----- Data

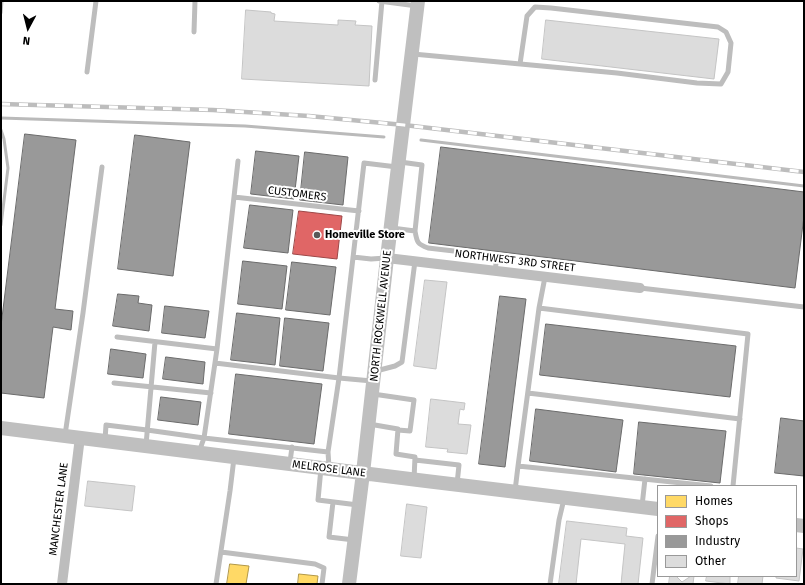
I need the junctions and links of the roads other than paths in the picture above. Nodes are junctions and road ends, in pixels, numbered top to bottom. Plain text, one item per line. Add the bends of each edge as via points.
1 (96, 1) edge
2 (195, 1) edge
3 (381, 1) edge
4 (418, 3) edge
5 (194, 32) dead end
6 (412, 54) junction
7 (520, 64) junction
8 (87, 72) dead end
9 (375, 80) dead end
10 (238, 161) dead end
11 (399, 164) junction
12 (102, 167) dead end
13 (234, 197) junction
14 (358, 211) junction
15 (391, 228) junction
16 (415, 231) junction
17 (353, 257) junction
18 (387, 258) junction
19 (415, 262) junction
20 (495, 271) junction
21 (545, 277) junction
22 (640, 288) joint
23 (804, 307) edge
24 (539, 308) junction
25 (117, 337) dead end
26 (156, 342) junction
27 (217, 349) junction
28 (215, 363) junction
29 (339, 378) junction
30 (373, 382) junction
31 (114, 383) dead end
32 (152, 387) junction
33 (210, 393) junction
34 (528, 394) junction
35 (740, 419) junction
36 (368, 424) junction
37 (1, 428) edge
38 (147, 430) junction
39 (398, 430) junction
40 (65, 436) junction
41 (80, 437) junction
42 (204, 438) junction
43 (105, 441) junction
44 (146, 446) junction
45 (292, 447) junction
46 (328, 452) junction
47 (199, 453) junction
48 (234, 457) junction
49 (415, 460) junction
50 (289, 464) junction
51 (518, 466) junction
52 (325, 468) junction
53 (363, 473) junction
54 (645, 479) junction
55 (414, 480) junction
56 (457, 485) junction
57 (702, 485) edge
58 (733, 485) edge
59 (515, 492) junction
60 (564, 498) junction
61 (334, 502) junction
62 (359, 506) junction
63 (642, 507) junction
64 (657, 509) edge
65 (354, 540) junction
66 (657, 544) edge
67 (221, 552) junction
68 (62, 584) edge
69 (216, 584) edge
70 (322, 584) edge
71 (349, 584) edge
72 (550, 584) edge
73 (652, 584) edge

1 - 8 lane
2 - 5 lane
3 - 4 lane
3 - 9 lane
4 - 6 street, NORTH ROCKWELL AVENUE
6 - 7 lane
6 - 11 street, NORTH ROCKWELL AVENUE
7 - 7 lane via 721,84 728,72 731,43 726,32 718,27 535,7 527,16
10 - 13 lane
11 - 14 lane via 364,163
11 - 15 street, NORTH ROCKWELL AVENUE
11 - 16 lane via 422,165
12 - 40 lane
13 - 14 lane, CUSTOMERS
13 - 27 lane
14 - 17 lane
15 - 16 lane
15 - 18 street, NORTH ROCKWELL AVENUE
16 - 20 lane via 421,246 497,256
17 - 18 lane
17 - 29 lane
18 - 19 street, NORTHWEST 3RD STREET
18 - 30 street, NORTH ROCKWELL AVENUE
19 - 20 street, NORTHWEST 3RD STREET
19 - 30 lane via 402,362
20 - 21 street, NORTHWEST 3RD STREET
21 - 22 street, NORTHWEST 3RD STREET
21 - 24 lane
22 - 23 lane
24 - 34 lane
24 - 35 lane via 748,334
25 - 26 lane
26 - 27 lane
26 - 32 lane
27 - 28 lane
28 - 29 lane
28 - 33 lane
29 - 30 lane
29 - 46 lane
30 - 36 street, NORTH ROCKWELL AVENUE
30 - 39 lane via 414,400 410,431
31 - 32 lane
32 - 33 lane
32 - 38 lane
33 - 42 lane
34 - 35 lane
34 - 51 lane
35 - 58 lane
36 - 39 lane
36 - 53 street, NORTH ROCKWELL AVENUE
37 - 40 street, MELROSE LANE
38 - 42 lane
38 - 43 lane via 106,425
38 - 44 lane
39 - 49 lane via 396,454 415,457
40 - 41 street, MELROSE LANE
41 - 43 street, MELROSE LANE
41 - 68 street, MANCHESTER LANE
42 - 45 lane
42 - 47 lane
43 - 44 street, MELROSE LANE
44 - 47 street, MELROSE LANE
45 - 46 lane
45 - 50 lane
46 - 52 lane
47 - 48 street, MELROSE LANE
48 - 50 street, MELROSE LANE
48 - 67 lane
49 - 55 lane
49 - 56 lane via 459,465
50 - 52 street, MELROSE LANE
51 - 54 lane
51 - 59 lane
52 - 53 street, MELROSE LANE
52 - 61 lane via 318,500
53 - 55 street, MELROSE LANE
53 - 62 street, NORTH ROCKWELL AVENUE
54 - 57 lane
54 - 63 lane
55 - 56 street, MELROSE LANE
56 - 59 street, MELROSE LANE
59 - 60 street, MELROSE LANE
60 - 63 street, MELROSE LANE
60 - 72 lane
61 - 62 lane
61 - 65 lane via 329,537
62 - 65 street, NORTH ROCKWELL AVENUE
63 - 64 street, MELROSE LANE
65 - 71 street, NORTH ROCKWELL AVENUE
66 - 73 lane
67 - 69 lane
67 - 70 lane via 315,564 324,568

----------

• _Task directions_: Search the records for the string "dead" and return every line in which it occurs.

• _Reply_:
5 (194, 32) dead end
8 (87, 72) dead end
9 (375, 80) dead end
10 (238, 161) dead end
12 (102, 167) dead end
25 (117, 337) dead end
31 (114, 383) dead end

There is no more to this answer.